By James Wirth, Consulting Architect

Feature developers are concerned with reliably bringing application features from idea to production as fast as possible. If this process occurs too slowly or inconsistently, it can have many significant negative impacts on a business, including but not limited to:

  1. Inability to react to and capitalize on new market opportunities
  2. Damage to brand reputation due to dated application look and feel
  3. Extended outages due to failed upgrades

The purpose of this post is to provide a conceptual design overview for a base-level application build and deploy pipeline based on VMware and Pivotal tools. The goal of implementing such a solution is to improve both the speed and reliability of builds and deployments through automation. This type of solution is often referred to as a continuous integration/continuous deployment (CI/CD) pipeline. If you are interested in checking out some demonstrative code there are many examples of concourse pipelines on GitHub, this repo is the one I used while testing and verifying this concept.

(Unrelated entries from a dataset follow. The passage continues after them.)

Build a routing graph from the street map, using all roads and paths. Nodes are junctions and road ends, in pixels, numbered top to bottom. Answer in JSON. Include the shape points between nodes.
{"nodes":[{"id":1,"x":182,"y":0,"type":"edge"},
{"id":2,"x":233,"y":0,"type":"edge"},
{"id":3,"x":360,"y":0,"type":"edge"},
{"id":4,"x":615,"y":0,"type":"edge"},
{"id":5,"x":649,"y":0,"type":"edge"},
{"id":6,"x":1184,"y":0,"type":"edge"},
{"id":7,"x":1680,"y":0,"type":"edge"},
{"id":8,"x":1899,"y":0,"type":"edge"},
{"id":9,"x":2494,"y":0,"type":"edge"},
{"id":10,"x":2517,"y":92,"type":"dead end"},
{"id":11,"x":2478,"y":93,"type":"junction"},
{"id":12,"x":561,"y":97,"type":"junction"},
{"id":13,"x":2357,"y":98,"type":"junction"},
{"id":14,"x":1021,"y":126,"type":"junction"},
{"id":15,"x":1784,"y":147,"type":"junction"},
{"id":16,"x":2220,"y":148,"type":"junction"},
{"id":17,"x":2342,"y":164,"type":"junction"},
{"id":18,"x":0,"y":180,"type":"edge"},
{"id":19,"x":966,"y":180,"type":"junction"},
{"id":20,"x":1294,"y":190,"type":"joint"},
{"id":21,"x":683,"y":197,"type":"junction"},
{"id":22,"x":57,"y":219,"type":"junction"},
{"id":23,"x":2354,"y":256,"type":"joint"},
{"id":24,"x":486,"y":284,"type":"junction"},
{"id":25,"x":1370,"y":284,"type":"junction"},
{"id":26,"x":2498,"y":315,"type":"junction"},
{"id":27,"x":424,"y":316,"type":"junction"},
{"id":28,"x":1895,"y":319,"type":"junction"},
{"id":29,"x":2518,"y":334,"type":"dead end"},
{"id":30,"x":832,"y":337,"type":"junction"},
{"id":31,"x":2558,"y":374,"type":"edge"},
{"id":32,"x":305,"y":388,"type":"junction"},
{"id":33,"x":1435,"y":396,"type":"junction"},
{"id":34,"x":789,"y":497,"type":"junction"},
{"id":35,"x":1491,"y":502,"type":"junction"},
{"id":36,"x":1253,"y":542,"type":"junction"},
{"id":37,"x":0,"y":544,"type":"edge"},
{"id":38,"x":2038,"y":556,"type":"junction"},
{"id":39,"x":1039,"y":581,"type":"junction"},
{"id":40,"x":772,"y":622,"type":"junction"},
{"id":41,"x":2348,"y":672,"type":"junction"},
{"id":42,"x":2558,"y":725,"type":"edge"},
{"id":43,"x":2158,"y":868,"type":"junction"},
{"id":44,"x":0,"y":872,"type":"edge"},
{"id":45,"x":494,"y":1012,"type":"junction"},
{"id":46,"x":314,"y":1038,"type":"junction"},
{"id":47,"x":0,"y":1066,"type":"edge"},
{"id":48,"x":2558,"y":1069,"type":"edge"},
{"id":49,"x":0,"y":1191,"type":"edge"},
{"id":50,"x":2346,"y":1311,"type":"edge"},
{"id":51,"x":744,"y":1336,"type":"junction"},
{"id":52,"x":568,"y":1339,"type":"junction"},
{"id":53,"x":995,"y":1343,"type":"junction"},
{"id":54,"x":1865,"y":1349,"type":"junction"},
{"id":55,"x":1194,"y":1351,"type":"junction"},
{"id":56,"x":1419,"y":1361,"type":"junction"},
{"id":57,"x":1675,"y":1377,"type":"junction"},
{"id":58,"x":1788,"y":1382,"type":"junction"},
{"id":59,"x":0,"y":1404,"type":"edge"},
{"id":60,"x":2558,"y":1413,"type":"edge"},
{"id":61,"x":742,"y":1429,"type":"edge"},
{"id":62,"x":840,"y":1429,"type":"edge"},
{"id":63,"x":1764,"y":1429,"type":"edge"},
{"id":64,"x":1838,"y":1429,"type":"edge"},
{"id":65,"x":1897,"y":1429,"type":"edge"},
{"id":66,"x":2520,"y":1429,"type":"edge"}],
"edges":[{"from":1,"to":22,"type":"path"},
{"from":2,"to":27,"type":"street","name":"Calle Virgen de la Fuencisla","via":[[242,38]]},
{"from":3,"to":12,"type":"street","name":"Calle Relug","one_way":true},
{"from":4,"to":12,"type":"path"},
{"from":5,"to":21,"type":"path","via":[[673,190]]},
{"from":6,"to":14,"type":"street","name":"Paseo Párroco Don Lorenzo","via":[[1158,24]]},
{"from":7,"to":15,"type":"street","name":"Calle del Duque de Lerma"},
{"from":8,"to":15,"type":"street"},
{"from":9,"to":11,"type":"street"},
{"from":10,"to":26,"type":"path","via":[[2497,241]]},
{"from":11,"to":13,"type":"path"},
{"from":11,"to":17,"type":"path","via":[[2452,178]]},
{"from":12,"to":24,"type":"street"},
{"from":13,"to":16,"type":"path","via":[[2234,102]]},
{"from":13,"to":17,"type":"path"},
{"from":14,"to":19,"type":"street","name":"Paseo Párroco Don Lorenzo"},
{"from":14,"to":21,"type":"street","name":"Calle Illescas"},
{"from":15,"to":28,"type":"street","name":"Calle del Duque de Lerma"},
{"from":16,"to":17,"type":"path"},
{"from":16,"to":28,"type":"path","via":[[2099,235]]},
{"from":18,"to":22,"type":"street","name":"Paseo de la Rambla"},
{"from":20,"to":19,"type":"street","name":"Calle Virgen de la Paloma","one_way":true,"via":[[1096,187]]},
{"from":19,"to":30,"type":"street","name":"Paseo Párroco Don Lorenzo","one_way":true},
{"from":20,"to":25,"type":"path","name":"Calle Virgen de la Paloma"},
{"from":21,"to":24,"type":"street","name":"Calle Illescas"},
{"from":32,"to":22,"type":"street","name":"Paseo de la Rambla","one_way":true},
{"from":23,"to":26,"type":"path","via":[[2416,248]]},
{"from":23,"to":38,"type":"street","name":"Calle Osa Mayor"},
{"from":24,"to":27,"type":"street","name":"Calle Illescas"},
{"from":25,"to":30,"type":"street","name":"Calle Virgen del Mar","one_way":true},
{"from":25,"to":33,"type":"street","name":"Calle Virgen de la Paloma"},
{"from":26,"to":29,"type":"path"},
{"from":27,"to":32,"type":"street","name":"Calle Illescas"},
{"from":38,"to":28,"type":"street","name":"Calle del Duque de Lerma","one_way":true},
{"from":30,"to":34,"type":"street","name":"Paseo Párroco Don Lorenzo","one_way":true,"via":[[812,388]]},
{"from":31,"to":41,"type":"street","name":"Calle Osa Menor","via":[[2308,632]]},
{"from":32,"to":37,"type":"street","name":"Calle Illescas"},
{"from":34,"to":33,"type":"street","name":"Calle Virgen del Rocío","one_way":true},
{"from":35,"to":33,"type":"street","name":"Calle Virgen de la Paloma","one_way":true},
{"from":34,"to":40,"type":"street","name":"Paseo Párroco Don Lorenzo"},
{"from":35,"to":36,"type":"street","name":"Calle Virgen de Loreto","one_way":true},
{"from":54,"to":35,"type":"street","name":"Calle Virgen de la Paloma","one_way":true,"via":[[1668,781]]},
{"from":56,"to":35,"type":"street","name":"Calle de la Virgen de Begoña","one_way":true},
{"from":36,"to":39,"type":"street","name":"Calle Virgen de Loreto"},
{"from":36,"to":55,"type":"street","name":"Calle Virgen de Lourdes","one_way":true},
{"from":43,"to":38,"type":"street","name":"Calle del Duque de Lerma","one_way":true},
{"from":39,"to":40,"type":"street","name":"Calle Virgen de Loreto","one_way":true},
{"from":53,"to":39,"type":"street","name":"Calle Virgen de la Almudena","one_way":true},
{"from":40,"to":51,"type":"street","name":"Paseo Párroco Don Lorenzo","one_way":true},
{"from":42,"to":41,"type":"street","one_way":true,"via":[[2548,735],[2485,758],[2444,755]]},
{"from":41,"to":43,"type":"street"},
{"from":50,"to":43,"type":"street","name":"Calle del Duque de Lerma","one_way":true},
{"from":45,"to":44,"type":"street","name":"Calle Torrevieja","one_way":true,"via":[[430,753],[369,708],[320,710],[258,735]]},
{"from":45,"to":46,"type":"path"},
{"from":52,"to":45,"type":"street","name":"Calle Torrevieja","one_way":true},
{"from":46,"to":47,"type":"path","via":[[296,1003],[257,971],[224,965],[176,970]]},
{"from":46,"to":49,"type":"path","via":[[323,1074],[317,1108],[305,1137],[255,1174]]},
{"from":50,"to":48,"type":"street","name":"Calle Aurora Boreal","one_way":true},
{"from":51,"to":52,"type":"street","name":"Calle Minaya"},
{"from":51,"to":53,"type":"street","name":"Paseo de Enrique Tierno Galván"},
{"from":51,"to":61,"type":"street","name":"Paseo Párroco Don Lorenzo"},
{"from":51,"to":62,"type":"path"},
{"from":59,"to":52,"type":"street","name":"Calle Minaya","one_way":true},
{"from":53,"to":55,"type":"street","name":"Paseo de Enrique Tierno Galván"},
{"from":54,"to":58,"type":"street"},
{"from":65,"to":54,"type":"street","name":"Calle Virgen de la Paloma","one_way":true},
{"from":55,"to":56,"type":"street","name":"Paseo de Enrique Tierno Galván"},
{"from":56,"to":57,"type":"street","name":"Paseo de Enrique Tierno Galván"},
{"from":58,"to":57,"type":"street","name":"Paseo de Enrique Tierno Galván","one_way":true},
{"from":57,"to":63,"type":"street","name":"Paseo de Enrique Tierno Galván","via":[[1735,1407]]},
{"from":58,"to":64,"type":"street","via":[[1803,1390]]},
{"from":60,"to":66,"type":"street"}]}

The purpose of this post is not to recommend specific tools or software products. Product and technology names are included only to aid in communicating the concept. The intent is to describe an overall solution that can provide measurable benefit to feature developers. Replacement tools or components could be substituted based on the specific requirements of the users of the platform.

Design Decisions

There are many possible ways to configure such automation, so to guide the design of this demonstrative pipeline several design decisions were made.

  1. Design must be able to operate entirely within a private cloud i.e. internet connectivity must not be a requirement.
  2. Where possible proprietary capabilities should be avoided to enable alternate tools or deployment methodologies to be selected as necessary.
  3. Solution should form a base-level design that can be built upon, but the initial design should be as simple as possible to assist with ease of adoption.
  4. Solution should be guided by VMware DevOps guiding principles and models for DevOps solutions as described in the VMware white paper DevOps and Agile Development.

Conceptual Design – Build, Test and Archive

The below conceptual diagram represents a workflow that could be used to build a container, store that container in a registry.

Container Build

This pipeline shows components grouped into three main areas labelled as GitLab, Concourse and Harbor. A commit to the GitLab triggers the Concourse image build process which is finishes with the newly built image being pushed to the Harbor registry. If we were to match up these components, and other supporting tools to what has become affectionately known as The 10 Stacks of DevOps as described in the VMware white paper DevOps and Agile Development. It would look something like the following:

Stack Component
Plan Stack Trello
Coding Stack Sublime Text
Commit Stack GitLab
Continuous Integration Stack Concourse
Test Stack Concourse*
Artifact Stack Harbor
Continuous Deployment Stack Concourse
Configuration Stack PKS
Control Stack Concourse
Feedback Stack Git Issues


*While the underlying pipeline code remains the same, applying different configuration at run time to a particular pipeline instance allows pipelines to address and deploy to dev/test/prod environments. This allows developers and SRE’s to use the same code base to stand up and operate the pipelines, but allows SRE’s to apply configuration that allows access to penetration testing/load testing/production environments.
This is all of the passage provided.